ŞUBE GENEL KURULLARIMIZ BAŞLADI / Eskişehir’de Ramazan UYSAL Şube Başkanlığı’na seçildi.
Eskişehir şube 11. Olağan Genel Kurulu 18 Kasım 2018 tarihinde yapıldı.
Divan Başkanlığını Sendikamız Genel Sekreteri Hüseyin Kaya, Yardımcılıklarını Adapazarı Şube Başkanı Cemal Yaman, Ankara Şube Başkanı Nuh Kale, Katip üyeliklerini ise Delegelerden Suat Sarıgül ve Beytullah Tota’nın yaptığı genel kurula Genel Merkez Yönetim Kurulu üyeleri, Cumhuriyet Halk Partisi Eskişehir Milletvekili Jale Nur Süllü, Adalet ve Kalkınma Parti İl Başkanı Zihni Çalışkan, konuklar ile Şubelerimizin başkan ve yöneticileri katıldı.

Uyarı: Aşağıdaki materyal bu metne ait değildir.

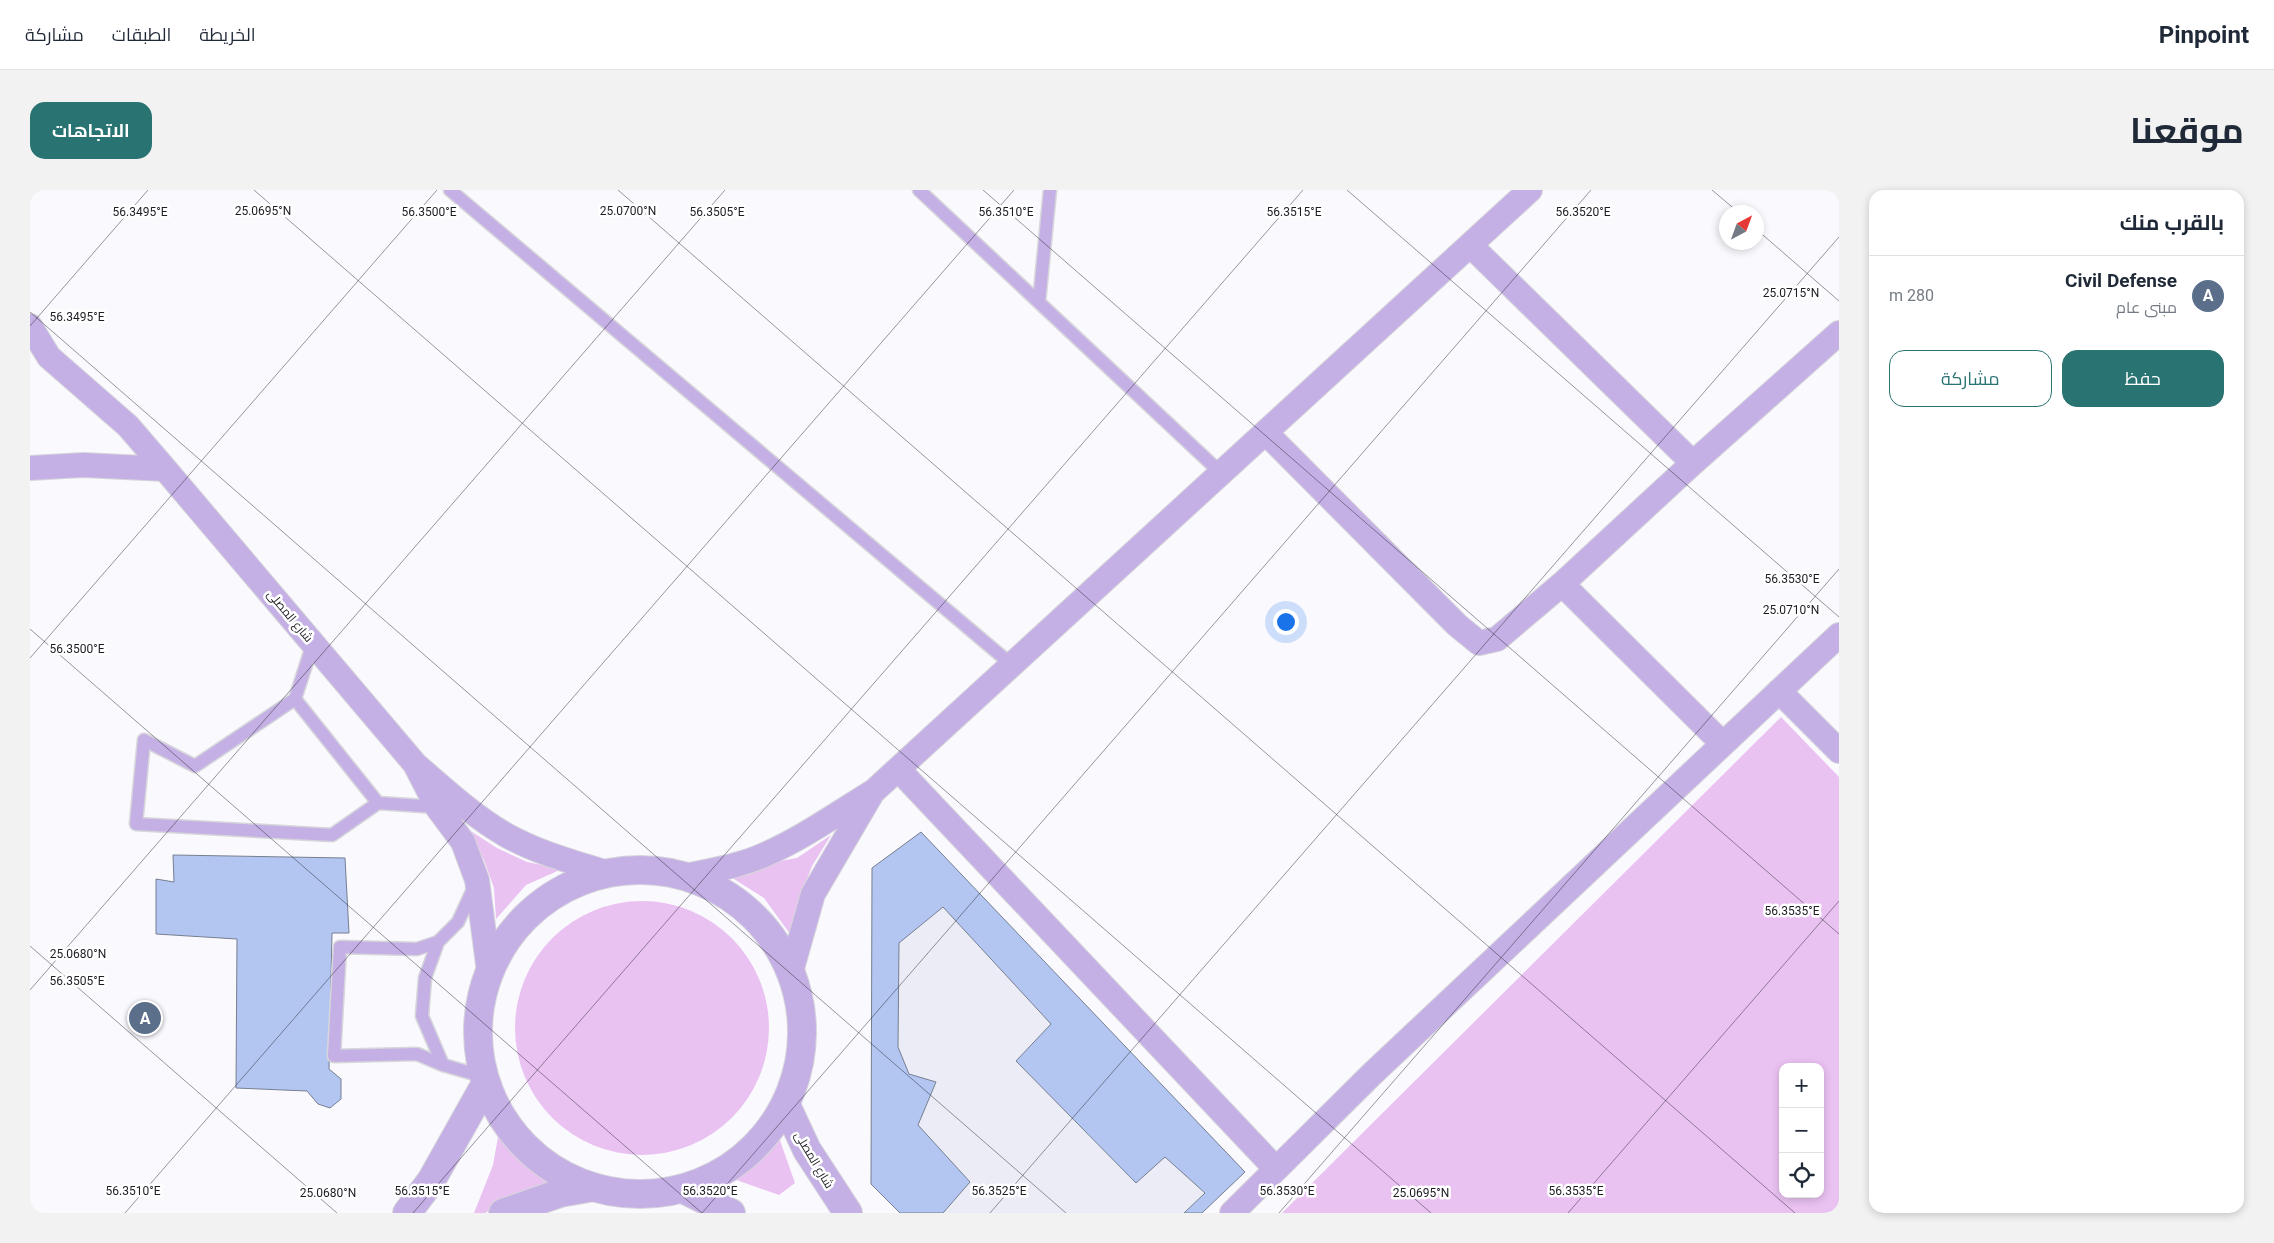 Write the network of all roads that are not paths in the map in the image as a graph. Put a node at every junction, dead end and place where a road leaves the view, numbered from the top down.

Şube Sekreteri Ramazan Uysal Genel Kurulun Açılışında yaptığı konuşmada şunları söyledi;
“Her zaman içinizden biri olarak sizleri temsil etmekten gurur duyduğum değerli delege ve işçi arkadaşlarım,
Şahsım ve ekibimiz adına Şubemizin 11.nci Olağan Genel Kuruluna hoş geldiniz diyor. Hepinizi saygıyla selamlıyorum.
Malumunuz olduğu üzere 66 yıldır verdiği sendikal mücadele nedeniyle Türk İşçi hareketine büyük katkılar sağlayan Demiryol iş sendikamızın Eskişehir Şubesinin Olağan Genel Kurulunu gerçekleştirmek, geçmiş dönemin değerlendirmesini yapmak ve arkadaşlarımızın demokratik tercihlerini kullanmaları amacıyla toplanmış bulunuyoruz. Bu toplantımızın camiamıza hayırlar getirmesini temenni ediyorum.
Değerli Arkadaşlarım;
Fazla vaktinizi almak istemiyorum. Ancak Ülkemizde çalışma hayatıyla ilgili gelişmelere baktığımızda işçiler aleyhine çok önemli sorunlarında hala çözülemediğini görmekteyiz. Bunların başında kiralık işçilik, iş kazaları, kadın ve çocuk çalışanların mağduriyetleri, esnek çalışma saati, vergi yükleri, kıdem tazminatı, asgari ücret ve özelleştirmeler gelmektedir.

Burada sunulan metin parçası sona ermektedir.